Top of Exercise material

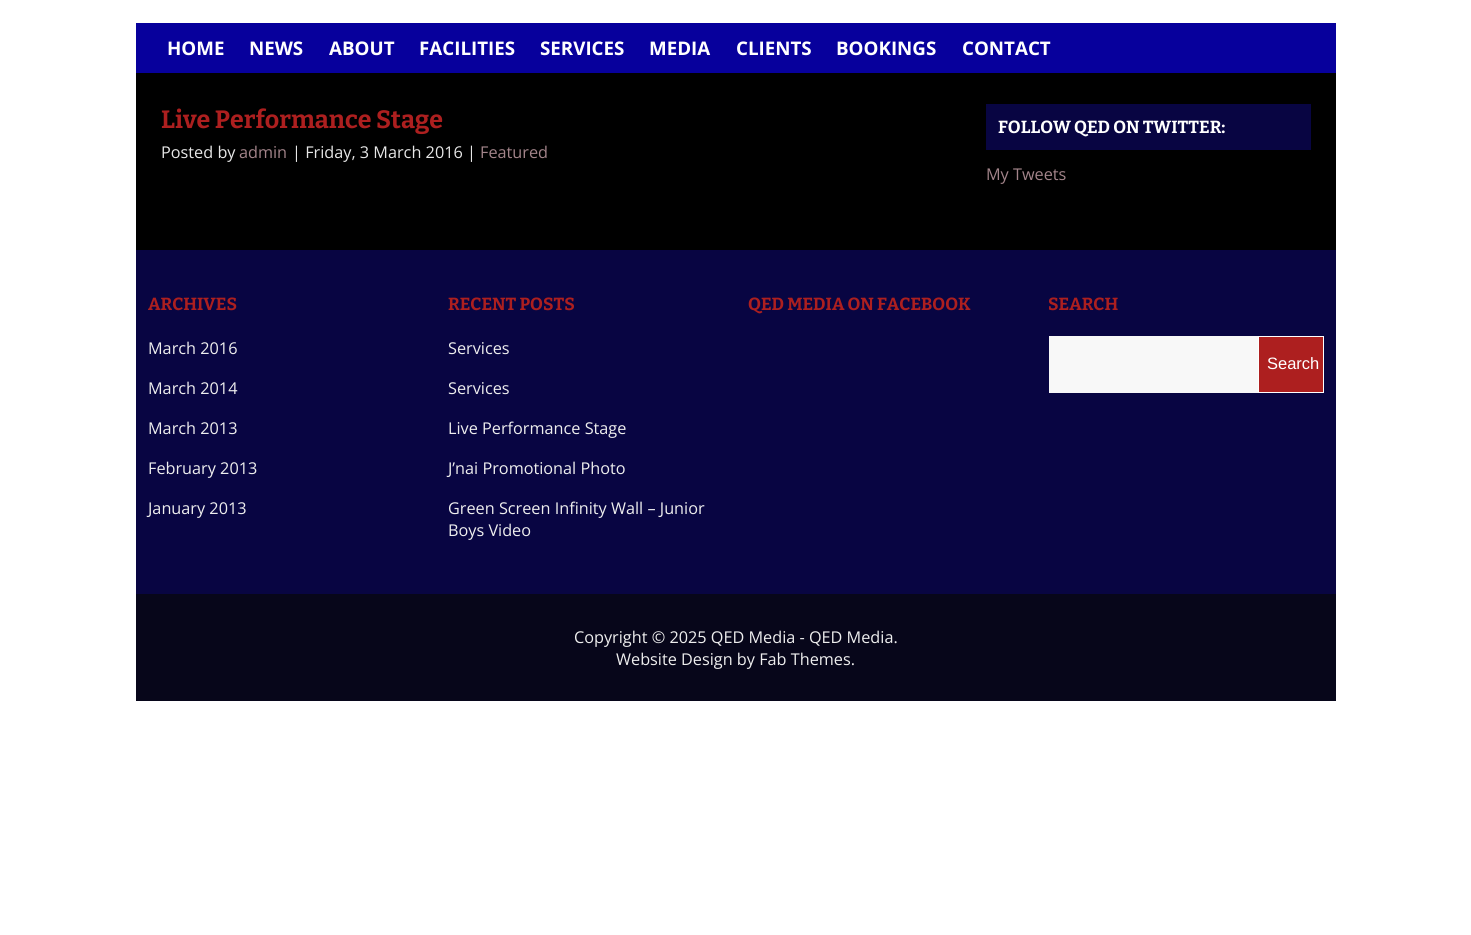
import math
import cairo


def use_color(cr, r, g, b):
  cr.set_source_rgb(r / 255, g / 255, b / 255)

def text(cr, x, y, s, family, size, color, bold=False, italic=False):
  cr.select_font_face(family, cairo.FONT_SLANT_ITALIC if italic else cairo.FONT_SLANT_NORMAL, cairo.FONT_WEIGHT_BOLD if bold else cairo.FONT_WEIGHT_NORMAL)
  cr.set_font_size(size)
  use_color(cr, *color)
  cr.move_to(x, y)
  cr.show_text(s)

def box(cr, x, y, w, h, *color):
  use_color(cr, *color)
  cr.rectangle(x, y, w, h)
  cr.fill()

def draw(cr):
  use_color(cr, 255, 255, 255)
  cr.paint()
  box(cr, 136, 23, 1200, 50, 7, 0, 156)
  box(cr, 136, 73, 1200, 177, 0, 0, 0)
  box(cr, 986, 104, 325, 46, 8, 5, 66)
  box(cr, 136, 250, 1200, 344, 8, 5, 66)
  box(cr, 1049, 336, 209, 57, 248, 248, 248)
  use_color(cr, 173, 31, 31)
  cr.rectangle(1258.5, 336.5, 65, 56)
  cr.fill_preserve()
  use_color(cr, 255, 255, 255)
  cr.set_line_width(1)
  cr.stroke()
  box(cr, 136, 594, 1200, 107, 7, 6, 26)
  text(cr, 167, 55, "HOME", "Open Sans", 18.75, (255, 255, 255), bold=True)
  text(cr, 249, 55, "NEWS", "Open Sans", 18.75, (255, 255, 255), bold=True)
  text(cr, 329, 55, "ABOUT", "Open Sans", 18.75, (255, 255, 255), bold=True)
  text(cr, 419, 55, "FACILITIES", "Open Sans", 18.75, (255, 255, 255), bold=True)
  text(cr, 540, 55, "SERVICES", "Open Sans", 18.75, (255, 255, 255), bold=True)
  text(cr, 649, 55, "MEDIA", "Open Sans", 18.75, (255, 255, 255), bold=True)
  text(cr, 736, 55, "CLIENTS", "Open Sans", 18.75, (255, 255, 255), bold=True)
  text(cr, 836, 55, "BOOKINGS", "Open Sans", 18.75, (255, 255, 255), bold=True)
  text(cr, 962, 55, "CONTACT", "Open Sans", 18.75, (255, 255, 255), bold=True)
  text(cr, 161, 128, "Live Performance Stage", "Bitter", 25, (173, 31, 31), bold=True)
  text(cr, 161, 158, "Posted by", "Open Sans", 16.25, (231, 231, 231))
  text(cr, 239, 158, "admin", "Open Sans", 16.25, (163, 132, 138))
  text(cr, 292, 158, "| Friday, 3 March 2016 |", "Open Sans", 16.25, (231, 231, 231))
  text(cr, 480, 158, "Featured", "Open Sans", 16.25, (163, 132, 138))
  text(cr, 998, 133, "FOLLOW QED ON TWITTER:", "Bitter", 17.5, (255, 255, 255), bold=True)
  text(cr, 986, 180, "My Tweets", "Open Sans", 16.25, (163, 132, 138))
  text(cr, 148, 310, "ARCHIVES", "Bitter", 17.5, (173, 31, 31), bold=True)
  text(cr, 148, 354, "March 2016", "Open Sans", 16.25, (238, 238, 238))
  text(cr, 148, 394, "March 2014", "Open Sans", 16.25, (238, 238, 238))
  text(cr, 148, 434, "March 2013", "Open Sans", 16.25, (238, 238, 238))
  text(cr, 148, 474, "February 2013", "Open Sans", 16.25, (238, 238, 238))
  text(cr, 148, 514, "January 2013", "Open Sans", 16.25, (238, 238, 238))
  text(cr, 448, 310, "RECENT POSTS", "Bitter", 17.5, (173, 31, 31), bold=True)
  text(cr, 448, 354, "Services", "Open Sans", 16.25, (238, 238, 238))
  text(cr, 448, 394, "Services", "Open Sans", 16.25, (238, 238, 238))
  text(cr, 448, 434, "Live Performance Stage", "Open Sans", 16.25, (238, 238, 238))
  text(cr, 448, 474, "J’nai Promotional Photo", "Open Sans", 16.25, (238, 238, 238))
  text(cr, 448, 514, "Green Screen Infinity Wall – Junior", "Open Sans", 16.25, (238, 238, 238))
  text(cr, 448, 536, "Boys Video", "Open Sans", 16.25, (238, 238, 238))
  text(cr, 748, 310, "QED MEDIA ON FACEBOOK", "Bitter", 17.5, (173, 31, 31), bold=True)
  text(cr, 1048, 310, "SEARCH", "Bitter", 17.5, (173, 31, 31), bold=True)
  text(cr, 1267, 369, "Search", "Liberation Sans", 16.5, (255, 255, 255))
  text(cr, 574, 643, "Copyright © 2025 QED Media - QED Media.", "Open Sans", 16.25, (238, 238, 238))
  text(cr, 616, 665, "Website Design by Fab Themes.", "Open Sans", 16.25, (238, 238, 238))


surface = cairo.ImageSurface(cairo.FORMAT_RGB24, 1471, 935)
cr = cairo.Context(surface)
options = cairo.FontOptions()
options.set_hint_metrics(cairo.HINT_METRICS_OFF)
options.set_hint_style(cairo.HINT_STYLE_NONE)
cr.set_font_options(options)
cr.set_miter_limit(4)
draw(cr)
surface.write_to_png("out.png")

Bottom of Exercise material

**Exercise brief**
Looking at the entries above, how many lines contain the word "italic"? Answer with the number alone.

**Written solution**
2